Published on August 26, 2018 in Press Release

We are profoundly saddened to learn of the senator’s passing, and our thoughts immediately go out to his family, friends, staff, colleagues and loved ones in this difficult time. Our heartfelt condolences are extended especially to his wife, Cindy, seven children, mother and siblings. We wish them comfort in their time of grieving.

Senator McCain was truly an American hero, from his service to the country during his military career and well-documented valor in Vietnam, to devoting the remainder of his life to the service of the people of Arizona as a United States Senator. He earned the nickname, “Maverick,” for his willingness to buck traditional norms and partisanship and work across the aisle to advance policies he sincerely believed were in the best interest of America. This is an example for all public servants, and indeed all Americans, and a reason why he was so respected and loved by his colleagues in both parties, and why he will be greatly missed.

This news is a further, painful reminder that brain cancer is non-partisan and unsparing across the conventional lines that unfortunately divide us in this nation.

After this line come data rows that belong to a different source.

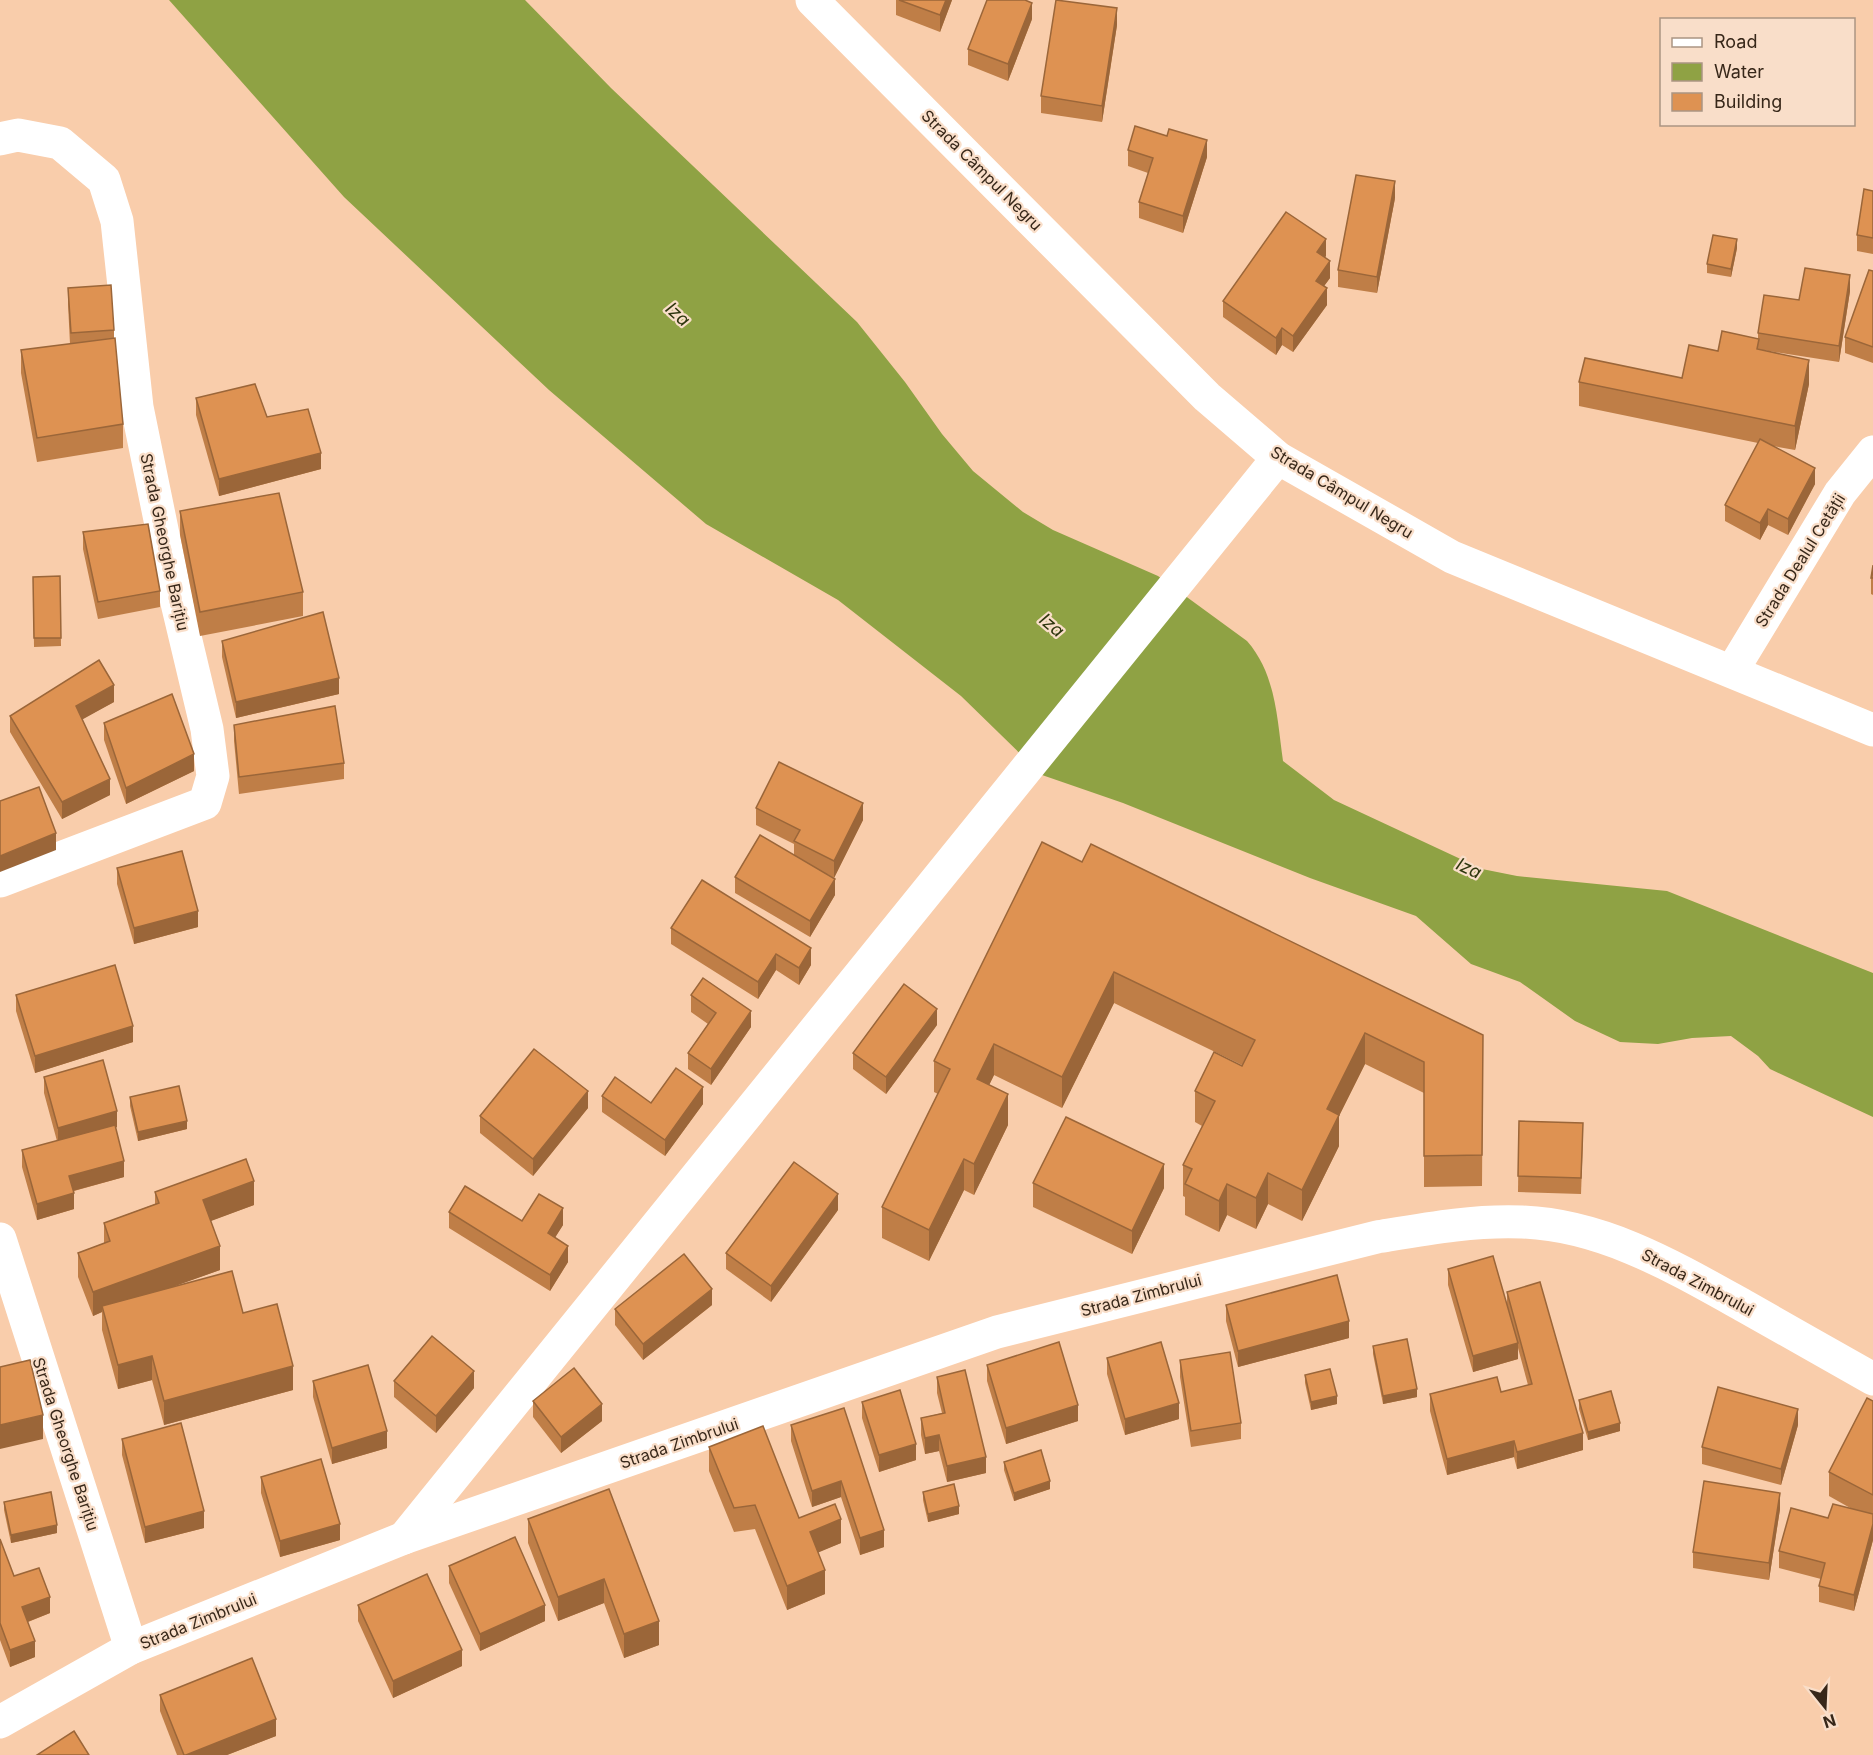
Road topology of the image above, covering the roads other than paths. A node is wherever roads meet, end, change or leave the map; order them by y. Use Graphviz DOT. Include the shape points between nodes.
graph roads {
  1 [pos="812,0"];
  2 [pos="0,139"];
  3 [pos="1873,452"];
  4 [pos="1278,458"];
  5 [pos="1732,671"];
  6 [pos="1873,730"];
  7 [pos="0,881"];
  8 [pos="0,1239"];
  9 [pos="1873,1379"];
  10 [pos="404,1538"];
  11 [pos="131,1648"];
  12 [pos="0,1722"];
  1 -- 4 [label="street, Strada Câmpul Negru" via="1207,397"];
  2 -- 7 [label="street, Strada Gheorghe Barițiu" via="18,135 60,143 104,180 117,221 137,407 207,729 213,776 205,803"];
  3 -- 5 [label="street, Strada Dealul Cetății" via="1840,494"];
  4 -- 5 [label="street, Strada Câmpul Negru" via="1452,557"];
  4 -- 10 [label="street, Strada Zimbrului"];
  5 -- 6 [label="street, Strada Câmpul Negru"];
  8 -- 11 [label="street, Strada Gheorghe Barițiu"];
  9 -- 10 [label="street, Strada Zimbrului" via="1642,1252 1593,1234 1523,1222 1440,1226 1228,1272 997,1332"];
  10 -- 11 [label="street, Strada Zimbrului"];
  11 -- 12 [label="street, Strada Zimbrului"];
}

The disease can inflict men, women, children of any race, socioeconomic background, or party affiliation. It has taken from us: Beau Biden; the “Lion of the Senate,” Democrat Edward “Ted” Kennedy; and now the “Maverick.” On the surface, these three men have little in common. Yet, famously, the two senators were close friends – as were the Biden and McCain families, as was on full display when the former Vice President, Joe Biden, joined Megan McCain on The View in the fall of 2017.

Regrettably, they will now also be inextricably linked by a disease that impacts 80,000 other American families every year. The reality is that this is not a community anyone chooses to join, but, sadly, chooses you. Our only recourse to break free from this disease that binds us is to unite in a national effort to defeat glioblastoma and all brain tumors.

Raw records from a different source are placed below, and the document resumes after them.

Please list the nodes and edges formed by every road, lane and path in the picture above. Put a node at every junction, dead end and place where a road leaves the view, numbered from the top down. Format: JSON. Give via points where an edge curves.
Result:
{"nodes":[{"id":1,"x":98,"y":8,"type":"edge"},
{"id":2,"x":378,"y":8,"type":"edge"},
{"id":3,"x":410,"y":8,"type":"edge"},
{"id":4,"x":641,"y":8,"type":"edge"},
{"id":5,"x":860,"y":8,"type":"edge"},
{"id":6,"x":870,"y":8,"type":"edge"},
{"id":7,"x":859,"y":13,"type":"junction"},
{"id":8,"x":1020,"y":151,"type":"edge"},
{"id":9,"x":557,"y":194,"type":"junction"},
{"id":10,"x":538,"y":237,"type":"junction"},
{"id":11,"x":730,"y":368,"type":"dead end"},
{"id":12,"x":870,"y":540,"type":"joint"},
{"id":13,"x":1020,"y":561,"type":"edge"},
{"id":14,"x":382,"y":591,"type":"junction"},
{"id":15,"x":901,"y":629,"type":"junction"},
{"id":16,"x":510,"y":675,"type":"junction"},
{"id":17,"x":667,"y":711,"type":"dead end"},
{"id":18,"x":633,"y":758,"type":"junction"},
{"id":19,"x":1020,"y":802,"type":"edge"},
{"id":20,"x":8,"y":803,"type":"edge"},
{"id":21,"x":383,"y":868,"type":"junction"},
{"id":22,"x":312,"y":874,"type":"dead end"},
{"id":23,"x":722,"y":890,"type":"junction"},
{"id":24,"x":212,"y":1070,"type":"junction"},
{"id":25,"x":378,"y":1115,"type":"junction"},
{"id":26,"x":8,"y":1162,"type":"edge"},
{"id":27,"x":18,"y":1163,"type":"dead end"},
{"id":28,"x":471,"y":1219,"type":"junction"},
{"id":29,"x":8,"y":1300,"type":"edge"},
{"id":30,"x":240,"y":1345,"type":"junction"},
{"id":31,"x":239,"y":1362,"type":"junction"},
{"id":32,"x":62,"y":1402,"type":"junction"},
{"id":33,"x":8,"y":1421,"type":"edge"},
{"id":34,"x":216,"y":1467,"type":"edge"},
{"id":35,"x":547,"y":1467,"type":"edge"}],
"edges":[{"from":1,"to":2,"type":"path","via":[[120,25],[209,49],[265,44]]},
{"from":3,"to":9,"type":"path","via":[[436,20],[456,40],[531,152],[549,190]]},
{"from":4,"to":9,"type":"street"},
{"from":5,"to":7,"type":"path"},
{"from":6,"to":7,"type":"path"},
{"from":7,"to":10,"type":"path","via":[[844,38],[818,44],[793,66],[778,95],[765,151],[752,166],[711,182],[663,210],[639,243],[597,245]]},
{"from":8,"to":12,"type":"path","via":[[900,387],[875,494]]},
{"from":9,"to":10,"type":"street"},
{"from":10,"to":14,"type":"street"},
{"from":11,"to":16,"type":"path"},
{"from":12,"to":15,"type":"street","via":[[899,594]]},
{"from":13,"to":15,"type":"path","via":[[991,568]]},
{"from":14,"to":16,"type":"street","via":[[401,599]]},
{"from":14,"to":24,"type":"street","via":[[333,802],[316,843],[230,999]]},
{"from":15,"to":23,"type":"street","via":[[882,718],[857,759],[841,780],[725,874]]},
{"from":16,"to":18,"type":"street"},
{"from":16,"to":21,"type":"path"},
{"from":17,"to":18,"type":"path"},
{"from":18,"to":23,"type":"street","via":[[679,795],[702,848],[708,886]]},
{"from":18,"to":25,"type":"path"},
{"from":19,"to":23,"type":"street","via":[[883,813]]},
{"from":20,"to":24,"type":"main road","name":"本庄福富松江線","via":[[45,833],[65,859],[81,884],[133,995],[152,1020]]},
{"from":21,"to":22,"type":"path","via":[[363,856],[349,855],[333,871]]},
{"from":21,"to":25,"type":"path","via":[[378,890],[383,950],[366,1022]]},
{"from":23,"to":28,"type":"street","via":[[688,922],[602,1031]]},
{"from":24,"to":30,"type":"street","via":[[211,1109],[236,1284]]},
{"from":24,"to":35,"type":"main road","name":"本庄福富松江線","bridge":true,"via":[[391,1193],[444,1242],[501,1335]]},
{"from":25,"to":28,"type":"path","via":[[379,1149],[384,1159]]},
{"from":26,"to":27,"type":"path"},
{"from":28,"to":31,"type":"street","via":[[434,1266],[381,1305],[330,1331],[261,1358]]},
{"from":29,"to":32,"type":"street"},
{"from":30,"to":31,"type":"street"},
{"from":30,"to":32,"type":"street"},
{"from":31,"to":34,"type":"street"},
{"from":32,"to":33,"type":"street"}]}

If there is to be any upshot from this difficult news, it should be greater urgency with which this country rallies to support the nearly 700,000 Americans currently living with a glioblastoma or other brain tumor, while honoring the brave that have been taken from us by this disease.

As Senator McCain often implored during his campaign for president, we as a country are stronger when we dedicate ourselves to “causes greater than [our] own self-interest.” That is our hope at the National Brain Tumor Society; that 2018 will be the year that many across the country came together in a concerted effort, with renewed vigor, to pave the road toward a future of more effective treatments and ultimately a cure. Let this be the moment in our history that we decide to collectively take on glioblastoma and brain tumors with the same earnest with which we dedicate to our other national ills.